-------- Record extracts --------

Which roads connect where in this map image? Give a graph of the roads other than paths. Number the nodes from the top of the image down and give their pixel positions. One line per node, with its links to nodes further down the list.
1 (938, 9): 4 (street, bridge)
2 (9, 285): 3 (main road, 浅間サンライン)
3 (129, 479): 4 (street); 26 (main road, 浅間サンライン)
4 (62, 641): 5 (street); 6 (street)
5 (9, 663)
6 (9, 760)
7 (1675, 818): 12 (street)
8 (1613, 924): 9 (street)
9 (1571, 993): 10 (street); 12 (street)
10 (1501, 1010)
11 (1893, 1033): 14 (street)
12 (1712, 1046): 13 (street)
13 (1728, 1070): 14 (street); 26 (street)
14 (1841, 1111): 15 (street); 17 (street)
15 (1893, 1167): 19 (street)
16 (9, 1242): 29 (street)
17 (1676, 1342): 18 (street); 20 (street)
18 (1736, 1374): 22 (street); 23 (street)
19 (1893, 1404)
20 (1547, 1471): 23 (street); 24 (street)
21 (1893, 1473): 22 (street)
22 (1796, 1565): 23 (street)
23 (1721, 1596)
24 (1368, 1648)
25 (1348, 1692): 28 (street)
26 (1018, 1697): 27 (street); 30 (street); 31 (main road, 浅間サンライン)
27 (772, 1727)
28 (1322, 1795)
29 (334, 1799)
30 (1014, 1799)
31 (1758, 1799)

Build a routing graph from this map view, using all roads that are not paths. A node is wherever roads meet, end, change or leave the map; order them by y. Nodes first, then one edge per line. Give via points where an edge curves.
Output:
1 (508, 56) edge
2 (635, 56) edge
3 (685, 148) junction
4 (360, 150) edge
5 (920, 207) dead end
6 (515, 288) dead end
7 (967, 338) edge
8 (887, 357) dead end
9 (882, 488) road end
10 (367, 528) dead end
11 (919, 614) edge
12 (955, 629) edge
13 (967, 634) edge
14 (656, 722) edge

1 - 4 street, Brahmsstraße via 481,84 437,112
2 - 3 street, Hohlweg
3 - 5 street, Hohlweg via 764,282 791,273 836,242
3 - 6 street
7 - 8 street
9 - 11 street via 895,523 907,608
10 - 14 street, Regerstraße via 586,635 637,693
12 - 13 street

--------

Set down every record once more, exactly as written.

Your response »
Which roads connect where in this map image? Give a graph of the roads other than paths. Number the nodes from the top of the image down and give their pixel positions. One line per node, with its links to nodes further down the list.
1 (938, 9): 4 (street, bridge)
2 (9, 285): 3 (main road, 浅間サンライン)
3 (129, 479): 4 (street); 26 (main road, 浅間サンライン)
4 (62, 641): 5 (street); 6 (street)
5 (9, 663)
6 (9, 760)
7 (1675, 818): 12 (street)
8 (1613, 924): 9 (street)
9 (1571, 993): 10 (street); 12 (street)
10 (1501, 1010)
11 (1893, 1033): 14 (street)
12 (1712, 1046): 13 (street)
13 (1728, 1070): 14 (street); 26 (street)
14 (1841, 1111): 15 (street); 17 (street)
15 (1893, 1167): 19 (street)
16 (9, 1242): 29 (street)
17 (1676, 1342): 18 (street); 20 (street)
18 (1736, 1374): 22 (street); 23 (street)
19 (1893, 1404)
20 (1547, 1471): 23 (street); 24 (street)
21 (1893, 1473): 22 (street)
22 (1796, 1565): 23 (street)
23 (1721, 1596)
24 (1368, 1648)
25 (1348, 1692): 28 (street)
26 (1018, 1697): 27 (street); 30 (street); 31 (main road, 浅間サンライン)
27 (772, 1727)
28 (1322, 1795)
29 (334, 1799)
30 (1014, 1799)
31 (1758, 1799)

Build a routing graph from this map view, using all roads that are not paths. A node is wherever roads meet, end, change or leave the map; order them by y. Nodes first, then one edge per line. Give via points where an edge curves.
Output:
1 (508, 56) edge
2 (635, 56) edge
3 (685, 148) junction
4 (360, 150) edge
5 (920, 207) dead end
6 (515, 288) dead end
7 (967, 338) edge
8 (887, 357) dead end
9 (882, 488) road end
10 (367, 528) dead end
11 (919, 614) edge
12 (955, 629) edge
13 (967, 634) edge
14 (656, 722) edge

1 - 4 street, Brahmsstraße via 481,84 437,112
2 - 3 street, Hohlweg
3 - 5 street, Hohlweg via 764,282 791,273 836,242
3 - 6 street
7 - 8 street
9 - 11 street via 895,523 907,608
10 - 14 street, Regerstraße via 586,635 637,693
12 - 13 street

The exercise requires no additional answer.